Casting these out with just enough weight to keep them near the bottom and in the fish’s faces is the key to success. Too much weight and you will hang up in the rocks and too little and you risk skipping over the fish.
Pink Mini Squid
The classic lure for trolling for pink salmon is a pink mini-squid tied up on a double hook rig, behind an 8″ plain white flasher.
Storing your catch
Pink salmon are not the the most durable fish once caught. Their meat is not as tough as that of say a Chinook salmon. This means that it is essential that as soon as you land a fish, that you give it a good whack on the head and then cut its gill slits to bleed it out. This will help preserve the meat
The second step of this is keeping it cold. Warm salmon is bad salmon. A cooler full of ice, but not water that the fish is soaking in, works well. Another option is a foil or insulated catch bag for fish (Amazon link) with some reusable frozen blocks. You can either buy a commercially made catch bag for fish, or DIY yourself up one.

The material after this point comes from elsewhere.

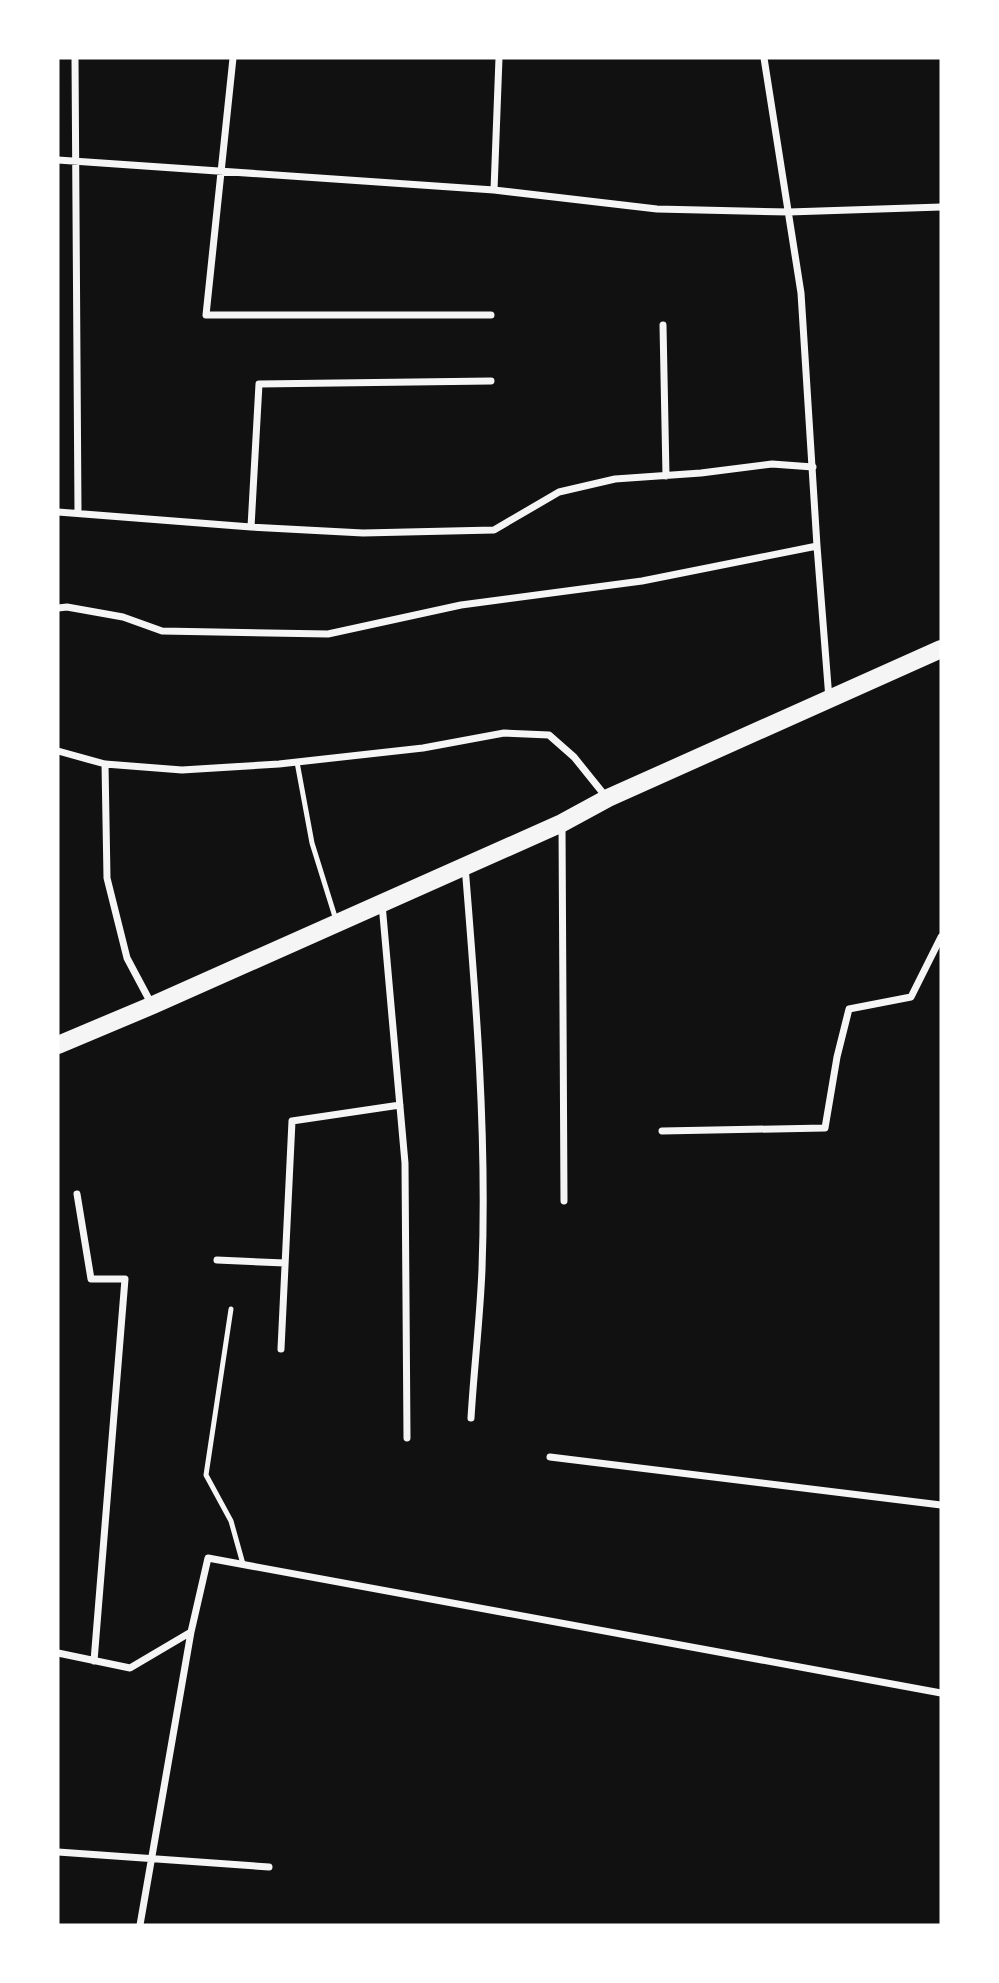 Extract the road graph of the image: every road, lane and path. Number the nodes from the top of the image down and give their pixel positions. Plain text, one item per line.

Regardless of what method you use, keeping your pink salmon as cold as possible after you catch it, will preserve it for the final and probably most important step, cooking!
Cooking your pink salmon
People in general trash talk pink salmon and say how horrible it is. This is funny to me since it is the salmon that you get when you buy a can of salmon. Now I will admit that it isn’t as awesome as a good King salmon, but pink salmon are good eats, especially if they are prepared correctly.
The normal way most people prepare their pink salmon is to smoke it. The number of recipes is endless as is the debate as to the best one. Personally, I’m a fan of salmon candy recipes. About all you will need to do this is some time and a smoker.
Depending on your space and zeal for smoking things, smokers come from the small basic units like the tried and tested Little Chief units on up to giant units with automatic feed and propane burners. Personally, I’m shopping for a small, mid-range electric smoker (Amazon link) for my new apartment home base.
You shouldn’t just relegate pink salmon to smoking, however. I’m a fan of basic seasoning and cooking methods for salmon like in this easy salmon recipe. Of course, you can get fairly fancy as well.
Salmon to me is always best grilled or broiled and with pink salmon, you will want to give it a touch more seasoning as it is a very mild salmon. Which by the way is perfect for people that really don’t like that strong ‘salmon flavor’ that other species can have.
Wrapping up pink salmon fishing
The pink salmon run is definitely worth getting out for, especially if you have young or inexperienced anglers. They bite aggressively and are big enough to put up a good fight without being scary like a big Chinook can be.
The gear is simple and you will likely already have most of what you need laying around if you do any fishing at all. Watch your calendars and the fishing reports and get out there and catch some pink salmon while they are here!